Y esto tampoco es el fin del mundo. No estoy diciendo que sean violadores, pederastas, asesinos o admiradores de Paulina Rubio. Simplemente se limitan a dar por culo a sus colegas, en el sentido más figurado.

En mi grupo de amistades se pueden encontrar tres tipos de buitres: los argumentadores, los buitres avestruz y los despistadoplañideras.

Los argumentadores son los clásicos colegas que, después de colártela doblada, se dedican a desarrollar toda una serie de razones objetivas que los exoneran de toda responsabilidad: estábamos en igualdad de condiciones, ellas eligen, me ha hecho ojitos, no sabía que te interesara tanto, blablablabla: DEJA DE JUSTIFICARTE, CACHO CABRÓN: SABES PERFECTAMENTE DE QUÉ ESTAMOS HABLANDO.

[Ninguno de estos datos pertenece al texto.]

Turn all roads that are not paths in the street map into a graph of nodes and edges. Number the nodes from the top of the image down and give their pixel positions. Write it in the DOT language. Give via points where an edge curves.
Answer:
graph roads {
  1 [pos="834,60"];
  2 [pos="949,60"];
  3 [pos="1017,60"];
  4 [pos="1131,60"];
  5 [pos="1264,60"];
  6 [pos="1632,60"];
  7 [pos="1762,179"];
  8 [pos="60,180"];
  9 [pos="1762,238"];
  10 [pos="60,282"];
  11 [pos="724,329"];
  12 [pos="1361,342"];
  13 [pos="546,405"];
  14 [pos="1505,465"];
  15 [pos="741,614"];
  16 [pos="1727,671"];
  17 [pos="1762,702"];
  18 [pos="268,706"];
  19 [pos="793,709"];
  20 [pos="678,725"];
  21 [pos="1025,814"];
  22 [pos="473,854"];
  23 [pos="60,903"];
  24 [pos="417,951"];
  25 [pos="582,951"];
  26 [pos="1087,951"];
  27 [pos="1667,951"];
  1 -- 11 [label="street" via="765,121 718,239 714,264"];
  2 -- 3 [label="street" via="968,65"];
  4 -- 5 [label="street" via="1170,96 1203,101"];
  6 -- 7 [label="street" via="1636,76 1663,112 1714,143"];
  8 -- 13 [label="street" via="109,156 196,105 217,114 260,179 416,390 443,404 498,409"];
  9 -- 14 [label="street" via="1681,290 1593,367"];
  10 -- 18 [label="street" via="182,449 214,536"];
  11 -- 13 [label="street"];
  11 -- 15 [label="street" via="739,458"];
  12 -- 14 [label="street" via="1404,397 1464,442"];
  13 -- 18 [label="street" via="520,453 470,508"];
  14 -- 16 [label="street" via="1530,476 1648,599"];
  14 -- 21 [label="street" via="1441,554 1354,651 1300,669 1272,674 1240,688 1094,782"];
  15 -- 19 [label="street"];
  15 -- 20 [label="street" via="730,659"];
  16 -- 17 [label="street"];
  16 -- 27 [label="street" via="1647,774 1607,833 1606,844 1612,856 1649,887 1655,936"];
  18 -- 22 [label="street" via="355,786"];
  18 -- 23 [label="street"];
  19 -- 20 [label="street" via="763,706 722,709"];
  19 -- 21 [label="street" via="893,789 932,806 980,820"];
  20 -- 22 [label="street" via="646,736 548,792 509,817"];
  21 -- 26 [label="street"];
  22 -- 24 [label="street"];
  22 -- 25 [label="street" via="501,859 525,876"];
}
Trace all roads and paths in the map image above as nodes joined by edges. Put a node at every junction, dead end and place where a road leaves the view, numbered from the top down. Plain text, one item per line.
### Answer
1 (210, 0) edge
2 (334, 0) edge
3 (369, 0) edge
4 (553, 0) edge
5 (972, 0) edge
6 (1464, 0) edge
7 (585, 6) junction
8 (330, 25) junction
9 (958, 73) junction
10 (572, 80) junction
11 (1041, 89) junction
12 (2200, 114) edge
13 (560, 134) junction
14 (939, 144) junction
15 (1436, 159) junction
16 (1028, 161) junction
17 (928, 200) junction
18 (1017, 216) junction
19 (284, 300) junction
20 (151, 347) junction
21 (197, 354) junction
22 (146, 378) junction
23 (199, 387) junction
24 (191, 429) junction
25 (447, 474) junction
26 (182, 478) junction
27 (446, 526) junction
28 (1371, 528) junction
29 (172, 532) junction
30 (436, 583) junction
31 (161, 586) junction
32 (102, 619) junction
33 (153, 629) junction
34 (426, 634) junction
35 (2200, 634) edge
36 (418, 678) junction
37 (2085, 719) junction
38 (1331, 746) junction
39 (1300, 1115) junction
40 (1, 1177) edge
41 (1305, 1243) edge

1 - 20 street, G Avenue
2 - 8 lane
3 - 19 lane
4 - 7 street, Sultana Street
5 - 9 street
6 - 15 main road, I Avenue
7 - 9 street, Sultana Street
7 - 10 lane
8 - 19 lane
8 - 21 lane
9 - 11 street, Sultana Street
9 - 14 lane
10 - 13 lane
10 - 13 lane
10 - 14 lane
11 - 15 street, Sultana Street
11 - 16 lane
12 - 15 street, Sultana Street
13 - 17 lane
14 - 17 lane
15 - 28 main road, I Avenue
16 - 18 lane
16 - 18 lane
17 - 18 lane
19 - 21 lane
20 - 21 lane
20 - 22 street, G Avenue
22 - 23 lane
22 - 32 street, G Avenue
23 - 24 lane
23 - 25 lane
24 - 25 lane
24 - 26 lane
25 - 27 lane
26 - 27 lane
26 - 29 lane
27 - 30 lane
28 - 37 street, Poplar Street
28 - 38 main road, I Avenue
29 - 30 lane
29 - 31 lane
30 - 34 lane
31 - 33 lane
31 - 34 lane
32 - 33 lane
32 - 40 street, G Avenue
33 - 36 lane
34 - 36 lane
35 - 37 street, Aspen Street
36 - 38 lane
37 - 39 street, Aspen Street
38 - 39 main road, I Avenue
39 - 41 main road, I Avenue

Los buitres avestruz son estos amigos, siempre legales, que a la cara son el paradigma del buen rollo, pero que aprovechan cualquier momento de despiste para colártela doblada. Tienen una ventaja sobre los argumentadores: en caso de ser pillados, en lugar de soltarte una insoportable retahíla de disculpas, se limitarán a negarlo todo, por muy palmarios que sean los hechos.

Por último, tenemos a los despistadoplañideras, que no sólo te la meten doblada "sin querer", sino que, además, se justifican llorando: no sabía lo que estaba haciendo, yo no quería, pero cómo te iba a hacer esto, si lo hubiera sabido, si tú sabes que entre nosotros hay buen rollito... BUEN ROLLITO, HIJO DE PUTA...

Y lo peor es que se piensan que somos gilipollas. Basta de disculpas, de silencios incómodos y de lamentaciones. Sirvan estas palabras para mostrarles todo mi desprecio, como promesa de futuras y próximas puñaladas y como declaración de guerra: que no nos toquen más los cojones.


Pd: Aunque no tiene nada que ver con la entrada, sirva este oe como lamento para los agoreros.